Overview
This prospective, virtually administered trial conducted throughout the United States aims to evaluate a standardized protocol including the serial dilution of topical decongestants with concurrent topical steroids (triamcinolone), for elimination of dependence on topical decongestants.
Description
Participants will begin the trial by providing their average daily usage of oxymetazoline. They will then be stratified according to this usage and will be placed into a titration schedule. In the first week of the trial they will continue their usage of oxymetazoline plus twice daily triamcinolone intranasal spray. Continuing twice daily triamcinolone intranasal spray, the oxymetazoline dosage will be decreased each week until it matches the triamcinolone frequency. Each week following this point the subjects will continue with a mixture of different concentrations of oxymetazoline till complete elimination.

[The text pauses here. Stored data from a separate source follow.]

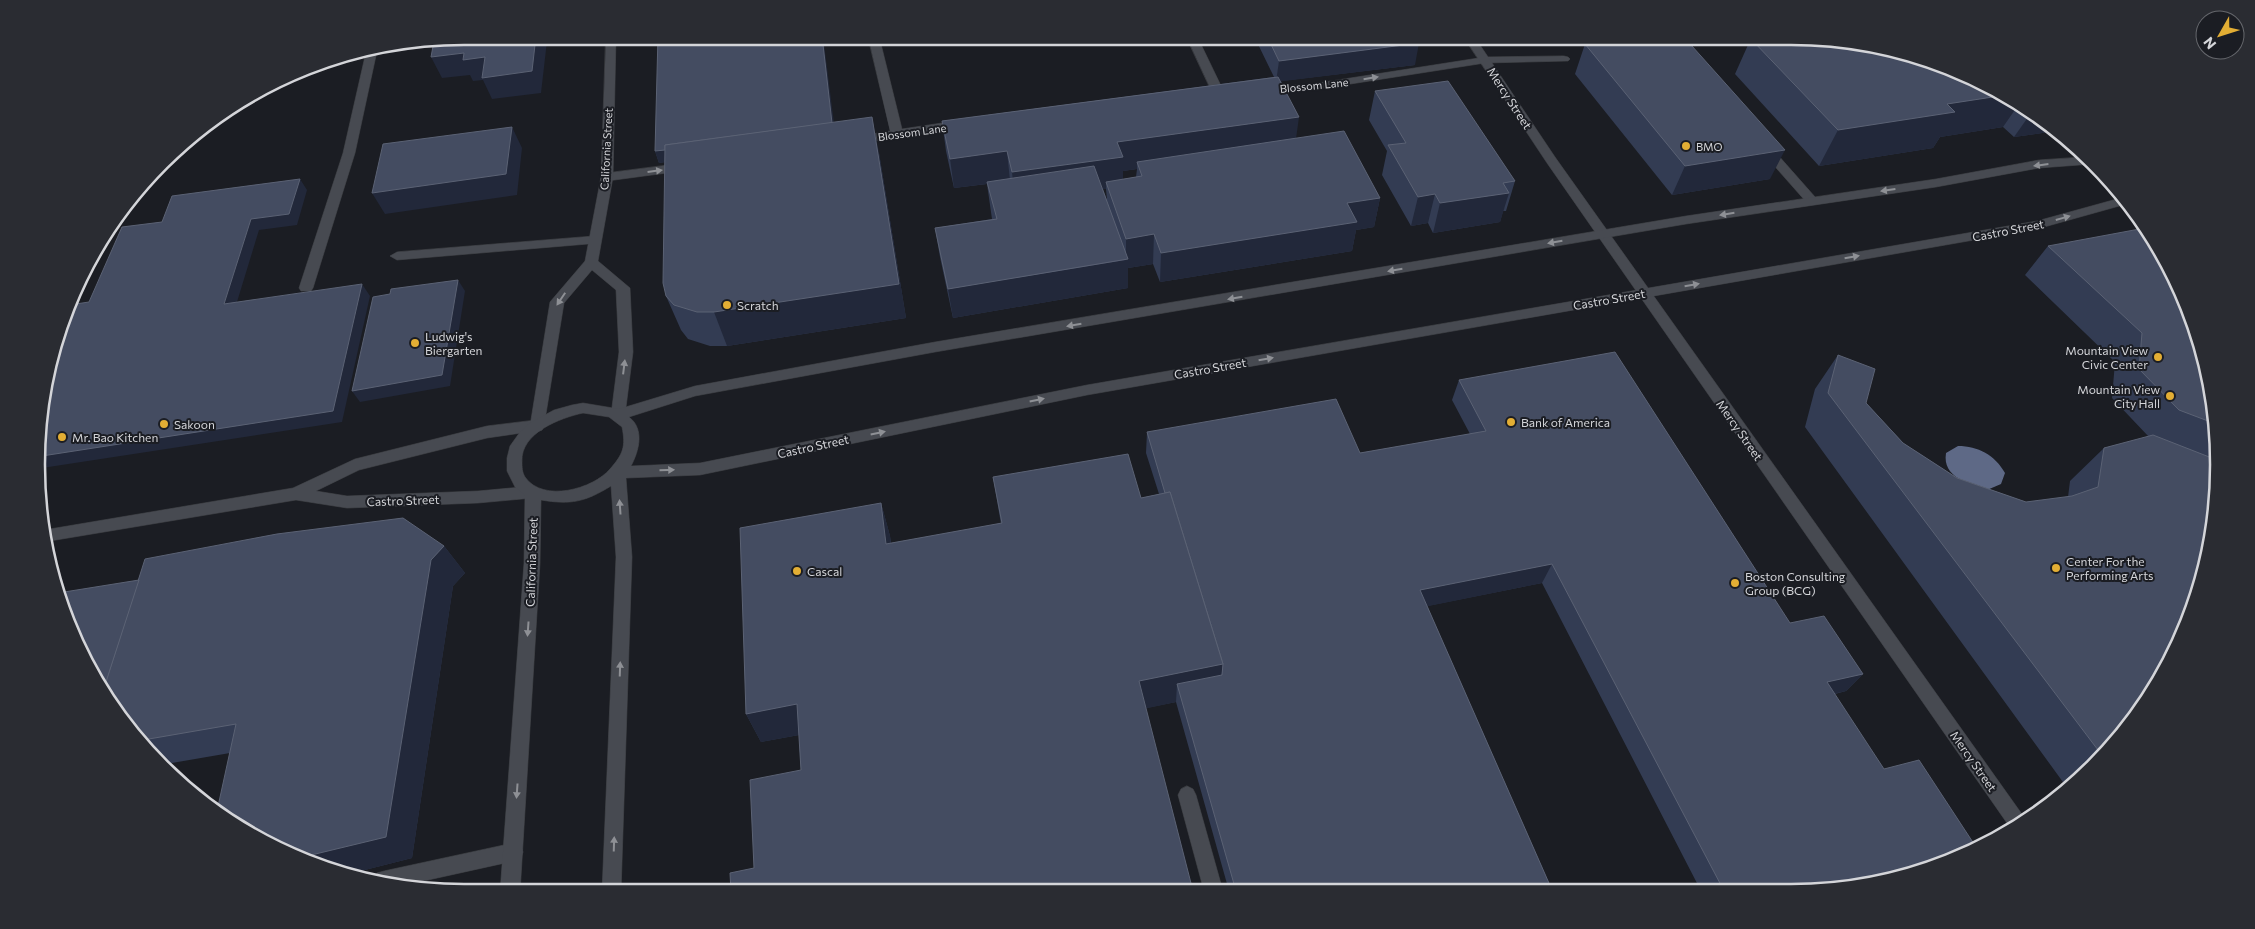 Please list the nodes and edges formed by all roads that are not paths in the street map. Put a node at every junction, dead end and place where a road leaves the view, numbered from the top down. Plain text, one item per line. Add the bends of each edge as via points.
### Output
1 (611, 45) edge
2 (875, 45) edge
3 (1195, 45) edge
4 (1474, 45) edge
5 (371, 56) edge
6 (1564, 59) dead end
7 (1485, 60) junction
8 (1255, 90) edge
9 (1218, 92) edge
10 (975, 122) edge
11 (897, 134) junction
12 (1758, 140) edge
13 (840, 143) edge
14 (2079, 161) edge
15 (698, 165) edge
16 (607, 177) junction
17 (1812, 201) junction
18 (2118, 202) edge
19 (1603, 235) junction
20 (596, 240) junction
21 (397, 256) dead end
22 (591, 262) junction
23 (306, 288) dead end
24 (1644, 293) junction
25 (618, 415) junction
26 (537, 426) junction
27 (618, 472) junction
28 (533, 492) junction
29 (296, 494) junction
30 (51, 535) edge
31 (1187, 795) dead end
32 (2015, 819) edge
33 (514, 852) junction
34 (395, 878) edge
35 (511, 884) edge
36 (612, 884) edge
37 (1212, 884) edge

1 - 16 main road, California Street
2 - 11 main road
3 - 9 main road
4 - 7 main road, Mercy Street
5 - 23 main road via 349,153
6 - 7 main road, Blossom Lane
8 -> 7 main road, Blossom Lane via 1317,87
7 - 19 main road, Mercy Street
10 - 11 main road, Blossom Lane
11 - 13 main road, Blossom Lane
12 - 17 main road
14 -> 17 main road via 2039,164
16 -> 15 main road
16 - 20 main road, California Street
17 -> 19 main road
24 -> 18 main road, Castro Street via 2037,225
19 - 24 main road, Mercy Street
19 -> 25 main road via 695,391
20 - 21 main road
20 - 22 main road, California Street
25 -> 22 main road via 626,352 623,288
22 -> 26 main road, California Street via 557,302
27 -> 24 main road, Castro Street via 700,469 1087,390
24 - 32 main road, Mercy Street
25 - 26 main road, Castro Street via 599,408 583,408 558,414
25 - 27 main road via 631,428 633,442 629,458
26 - 28 main road via 521,443 514,462 517,477
26 - 29 main road, Castro Street via 487,432 355,465
27 - 28 main road, Castro Street via 602,485 572,496 551,497
36 -> 27 main road via 624,557
28 - 29 main road, Castro Street via 347,502
28 -> 33 main road, California Street via 532,563
29 - 30 main road, Castro Street
31 - 37 main road
33 - 34 main road
33 - 35 main road, California Street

The maximum treatment time for participants who start the trial in the highest frequency oxymetazoline use group (greater than or equal to 5 times per day) would be 8 weeks.

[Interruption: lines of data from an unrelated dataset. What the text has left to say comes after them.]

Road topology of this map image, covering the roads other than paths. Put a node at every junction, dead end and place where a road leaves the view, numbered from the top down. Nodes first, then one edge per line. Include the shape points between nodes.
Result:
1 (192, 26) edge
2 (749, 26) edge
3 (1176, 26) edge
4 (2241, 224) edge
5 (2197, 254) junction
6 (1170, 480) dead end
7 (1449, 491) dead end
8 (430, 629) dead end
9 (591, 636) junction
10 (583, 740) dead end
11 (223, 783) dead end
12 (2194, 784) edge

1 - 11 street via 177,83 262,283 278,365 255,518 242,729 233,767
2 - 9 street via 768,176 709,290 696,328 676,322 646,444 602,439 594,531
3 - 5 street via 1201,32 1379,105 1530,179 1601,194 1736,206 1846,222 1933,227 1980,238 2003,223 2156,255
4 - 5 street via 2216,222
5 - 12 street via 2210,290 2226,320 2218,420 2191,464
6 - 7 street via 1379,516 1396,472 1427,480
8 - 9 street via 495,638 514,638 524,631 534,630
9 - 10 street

After a week on a given titration level, they will be assessed for severity of nasal obstruction and, if controlled, they will progress to the next titration.
Eligibility
Inclusion Criteria:
2) have a history of chronic nasal obstruction 3) at least daily topical decongestant usage for at least 3 months 4) ability to read, write, and understand English.
Exclusion Criteria:
- Any history of sinonasal mass/tumor
- Any history of nasal polyps
- Septal perforation
- A diagnosis of one of the following conditions:
- eosinophilic granulomatosis with polyangiitis
- granulomatosis with polyangiitis
- Any current intranasal drug use such as cocaine.
- If they are currently using or have used intranasal steroid medications (oral or nasal) besides oxymetazoline for the past month.